On March 10, 2015, defendant moved to dismiss plaintiffs' Complaint for want of jurisdiction, as a result of plaintiffs' failure to timely file an appeal under N.J.S.A. 54:3-21. In support of the motion, defendant asserts plaintiffs failure to timely file an appeal of their 2013 tax year assessment is a fatal defect depriving the court of jurisdiction in this matter.
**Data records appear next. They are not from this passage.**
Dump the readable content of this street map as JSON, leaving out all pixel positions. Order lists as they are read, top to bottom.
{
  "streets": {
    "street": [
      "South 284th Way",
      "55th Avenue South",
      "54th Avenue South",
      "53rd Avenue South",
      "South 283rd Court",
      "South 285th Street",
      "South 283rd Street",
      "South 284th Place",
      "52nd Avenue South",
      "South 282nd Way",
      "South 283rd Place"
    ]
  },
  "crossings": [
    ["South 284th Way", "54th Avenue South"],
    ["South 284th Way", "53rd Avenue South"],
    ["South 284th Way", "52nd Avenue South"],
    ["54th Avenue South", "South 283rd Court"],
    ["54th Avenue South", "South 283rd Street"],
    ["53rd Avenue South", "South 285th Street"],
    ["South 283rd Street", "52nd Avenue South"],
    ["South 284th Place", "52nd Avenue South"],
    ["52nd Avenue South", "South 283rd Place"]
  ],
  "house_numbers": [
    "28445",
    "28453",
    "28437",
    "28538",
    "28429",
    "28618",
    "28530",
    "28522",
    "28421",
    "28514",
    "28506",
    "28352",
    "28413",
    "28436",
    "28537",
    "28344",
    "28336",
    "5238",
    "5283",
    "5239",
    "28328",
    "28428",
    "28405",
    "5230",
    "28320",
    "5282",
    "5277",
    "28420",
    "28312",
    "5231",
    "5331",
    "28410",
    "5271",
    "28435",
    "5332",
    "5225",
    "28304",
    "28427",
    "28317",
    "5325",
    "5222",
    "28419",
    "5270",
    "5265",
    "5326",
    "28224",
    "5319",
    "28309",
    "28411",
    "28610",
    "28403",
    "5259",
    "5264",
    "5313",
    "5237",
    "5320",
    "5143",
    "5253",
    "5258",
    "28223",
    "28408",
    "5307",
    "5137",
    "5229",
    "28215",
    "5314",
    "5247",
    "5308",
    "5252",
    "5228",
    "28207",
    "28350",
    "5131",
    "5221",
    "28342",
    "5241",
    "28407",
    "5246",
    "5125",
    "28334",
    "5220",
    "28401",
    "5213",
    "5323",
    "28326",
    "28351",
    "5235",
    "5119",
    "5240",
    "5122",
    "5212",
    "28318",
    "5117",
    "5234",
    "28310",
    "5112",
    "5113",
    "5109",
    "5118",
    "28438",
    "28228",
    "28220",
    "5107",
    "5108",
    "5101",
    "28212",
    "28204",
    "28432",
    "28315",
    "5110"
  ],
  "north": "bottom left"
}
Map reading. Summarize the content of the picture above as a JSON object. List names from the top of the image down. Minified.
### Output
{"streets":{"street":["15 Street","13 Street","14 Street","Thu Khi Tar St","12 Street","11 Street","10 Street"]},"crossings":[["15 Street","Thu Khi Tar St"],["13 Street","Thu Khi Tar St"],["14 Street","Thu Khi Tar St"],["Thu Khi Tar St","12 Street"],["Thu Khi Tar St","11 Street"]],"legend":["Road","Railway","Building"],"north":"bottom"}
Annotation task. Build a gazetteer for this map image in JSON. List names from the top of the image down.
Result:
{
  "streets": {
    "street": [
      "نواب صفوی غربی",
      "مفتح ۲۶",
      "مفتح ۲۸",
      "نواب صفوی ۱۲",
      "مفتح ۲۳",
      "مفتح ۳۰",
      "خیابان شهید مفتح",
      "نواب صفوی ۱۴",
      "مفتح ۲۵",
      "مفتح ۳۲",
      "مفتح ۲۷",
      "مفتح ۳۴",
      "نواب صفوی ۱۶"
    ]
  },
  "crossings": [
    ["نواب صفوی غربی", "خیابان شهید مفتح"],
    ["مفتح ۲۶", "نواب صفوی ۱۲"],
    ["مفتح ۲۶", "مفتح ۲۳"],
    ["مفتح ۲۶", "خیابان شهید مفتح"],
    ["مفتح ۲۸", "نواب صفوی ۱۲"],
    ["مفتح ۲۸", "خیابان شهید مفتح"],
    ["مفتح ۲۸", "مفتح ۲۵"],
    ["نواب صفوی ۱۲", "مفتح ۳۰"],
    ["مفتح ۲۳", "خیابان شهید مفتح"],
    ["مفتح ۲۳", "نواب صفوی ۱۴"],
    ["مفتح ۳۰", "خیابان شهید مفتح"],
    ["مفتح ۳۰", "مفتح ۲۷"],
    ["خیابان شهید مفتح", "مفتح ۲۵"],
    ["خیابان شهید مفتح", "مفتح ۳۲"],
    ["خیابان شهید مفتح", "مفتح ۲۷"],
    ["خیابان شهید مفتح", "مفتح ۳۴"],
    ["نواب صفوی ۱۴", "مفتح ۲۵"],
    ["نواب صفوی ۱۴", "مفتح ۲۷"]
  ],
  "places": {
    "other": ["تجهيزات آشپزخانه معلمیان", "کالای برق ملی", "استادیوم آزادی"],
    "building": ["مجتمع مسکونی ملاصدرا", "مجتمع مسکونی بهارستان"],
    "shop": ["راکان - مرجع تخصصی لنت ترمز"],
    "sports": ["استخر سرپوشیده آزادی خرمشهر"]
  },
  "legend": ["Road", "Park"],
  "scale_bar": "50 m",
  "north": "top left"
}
Plaintiffs argue their delay in filing an appeal contesting the 2013 tax year assessment resulted from their reliance on an oral statement made by defendant's tax assessor that a "tax appeal would not change the taxes that were due." In opposition to defendant's motion, plaintiffs raise seven arguments: (1) the delay in filing an appeal of the 2013 tax year assessment resulted from plaintiffs reliance on defendant's assessor's misstatement; (2) the delay in filing an appeal resulted from erroneous advice; (3) F.M.C. Stores Co., infra, does not support dismissal of plaintiffs' Complaint; (4) application of the square corners doctrine permits relief to be afforded plaintiffs; (5) the equitable doctrine of substantial compliance permits relief to be afforded plaintiffs; (6) application of the doctrine of equitable estoppel is an exception to N.J.S.A. 54:3-21; and (7) N.J.S.A. 54:51A-7 constitutes an exception to N.J.S.A. 54:3-21.
II. Conclusions of Law
The Tax Court is a "court of limited jurisdiction." McMahon v. City of Newark, 195 N.J. 526, 542-543 (2008). The court's "jurisdiction is constrained by the language of its enabling statutes." Prime Accounting Dept. v. Township of Carney's Point, 212 N.J. 493, 505 (2013). The statutory jurisdiction conferred on the court is expressed, in part, as the authority "to review actions or regulations with respect to a tax matter of...[a] county board of taxation..." N.J.S.A. 2B:13-2. However, strict compliance with filing deadlines is a condition precedent to conferring jurisdiction on the court to review county board of taxation judgments. As our Supreme Court has expressed, the "failure to file a timely appeal is a fatal jurisdictional defect." F.M.C. Stores Co. v. Borough of Morris Plains, 100 N.J. 418, 424-25 (1985). Taxpayers are required to "file timely...appeals and that they are barred from relief if they fail to do so." Hackensack City v. Bergen County, 24 N.J. Tax 390, 401 (App. Div. 2009) (quoting Horrobin v. Director, Division of Taxation, 1 N.J. Tax 213, 216 (Tax 1979)). See also Mayfair Holding Corp. v. North Bergen Township, 4 N.J. Tax 38, 41 (Tax 1982); Kyoon Shin v. Borough of Norwood, No. 2012 WL 2618519, 2012 N.J. Super. Unpub. LEXIS 1622 (App. Div.). A "strict adherence to statutory time limitations is essential in tax matters, borne of the exigencies of taxation and the administration of local government." F.M.C. Stores Co., supra, 100 N.J. at 424-25 (citing Princeton Univ. Press v. Borough of Princeton, 35 N.J. 209, 214 (1961). This is true even in circumstances when there is an absence of harm to the taxing district. Lawrenceville Garden Apt. v. Township of Lawrence, 14 N.J. Tax 285 (App. Div. 1994). Hence, a petition of appeal filed after the statutory deadline will result in dismissal of the appeal.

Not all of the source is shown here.